All around, far and near, sheets are swirling in the wind. Stopping in front of one, he sees the legs of a woman emerging on the white sheet, and he holds his breath to examine the heaving white breasts with protruding nipples. Then, roughly separating the sheets, he comes face-to-face with the child standing among the white curtains with a terrified look in his eyes. There is a loud scream, the sound of the suona, and he covers his face with his hands.

Crawling from the front of the coffin covered in white streamers, the child runs off wailing and howling, and echoing this silent weeping is the long, drawn-out scream of the suona. When the sounds of the child and the suona vanish, there remain around the open coffin only white curtains and paper streamers drifting in the wind.

The gloomy sea keeps rising and the wet mattress is partly floating on the water. The black hat over his face gets closer and closer to the ceiling of the room.

He leaps out of the coffin that is covered in long paper streamers and, dragging the shroud with him, he staggers and stumbles as he flees this mountainside with paper streamers hanging all around. He runs down to the expanse of green lake in the valley, enters the water, plunges into the lake, and somehow becomes tangled in weeds and is struggling. In the distance, ripples are spreading in circles, but it is hard to tell whether he is drowning or swimming out to the middle of the lake.
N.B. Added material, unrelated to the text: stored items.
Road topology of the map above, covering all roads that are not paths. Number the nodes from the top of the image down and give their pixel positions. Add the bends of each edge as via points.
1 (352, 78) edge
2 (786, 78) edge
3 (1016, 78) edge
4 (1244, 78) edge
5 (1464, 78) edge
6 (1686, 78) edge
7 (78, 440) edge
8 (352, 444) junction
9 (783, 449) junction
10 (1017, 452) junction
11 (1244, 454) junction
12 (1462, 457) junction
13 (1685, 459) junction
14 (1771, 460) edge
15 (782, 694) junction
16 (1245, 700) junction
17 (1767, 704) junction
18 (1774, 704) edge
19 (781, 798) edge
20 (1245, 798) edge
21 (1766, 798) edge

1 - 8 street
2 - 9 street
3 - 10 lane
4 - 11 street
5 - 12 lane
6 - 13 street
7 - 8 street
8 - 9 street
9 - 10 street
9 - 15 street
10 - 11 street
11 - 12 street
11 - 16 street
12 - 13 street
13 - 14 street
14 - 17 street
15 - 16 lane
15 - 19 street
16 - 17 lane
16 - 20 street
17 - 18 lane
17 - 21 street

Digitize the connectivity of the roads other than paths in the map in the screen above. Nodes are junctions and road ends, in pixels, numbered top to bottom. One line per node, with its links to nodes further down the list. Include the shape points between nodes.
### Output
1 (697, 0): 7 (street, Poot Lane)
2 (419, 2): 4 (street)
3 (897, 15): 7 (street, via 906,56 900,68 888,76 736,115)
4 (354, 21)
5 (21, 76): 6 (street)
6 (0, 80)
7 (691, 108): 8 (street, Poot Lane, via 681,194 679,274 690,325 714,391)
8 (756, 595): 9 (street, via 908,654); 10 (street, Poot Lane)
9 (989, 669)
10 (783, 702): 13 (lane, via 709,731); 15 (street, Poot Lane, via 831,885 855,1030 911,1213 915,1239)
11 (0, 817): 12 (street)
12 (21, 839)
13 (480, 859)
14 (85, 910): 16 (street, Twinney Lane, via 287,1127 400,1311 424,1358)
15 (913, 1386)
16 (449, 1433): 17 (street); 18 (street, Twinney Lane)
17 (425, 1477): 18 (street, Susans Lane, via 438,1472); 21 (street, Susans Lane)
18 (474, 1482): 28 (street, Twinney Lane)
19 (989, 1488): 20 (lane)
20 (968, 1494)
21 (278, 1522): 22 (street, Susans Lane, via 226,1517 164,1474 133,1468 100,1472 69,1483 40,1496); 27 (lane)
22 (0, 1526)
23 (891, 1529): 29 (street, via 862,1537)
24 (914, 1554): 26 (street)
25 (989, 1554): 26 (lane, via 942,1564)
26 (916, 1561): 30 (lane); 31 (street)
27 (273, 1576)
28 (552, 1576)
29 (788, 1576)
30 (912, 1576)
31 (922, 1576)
The sea reaches the ceiling, gurgling like a drowning person who is swallowing water and giving off bubbles like a blocked underwater pipe.

The watery passage grows bluer and bluer and eventually comes out at a seaport with sparkling waves. In the distance, the sea and the sky are virtually one color.

A gray-black floating object is bobbing up and down on top of the waves. As the tide rises and falls, a naked man can be seen lying on a wet mattress that is about to sink.

Lines of white crest surge upon the deep sea; it is ink blue, verging on black. The sky is so bright and the sea wind is so strong.

The flat sea suddenly stands upright. In the trough of the waves, on the mattress about to be engulfed, the naked man, wearing only a narrow leather tie around his neck, is seen removing the black hat from his face with one hand and his sunglasses with the other. In that instant, when the tide crashes down, those dead-fish eyes and the frozen, ambiguous smile on his face can be seen.

Seen through the window, facing the sun, in the distance, on the desolate beach, there seems to be a man sitting in a deck chair, his back to the sea, with a towel draped over him. With one hand he pushes aside the hat over his face and with the other he retrieves a book from the sand and starts reading it.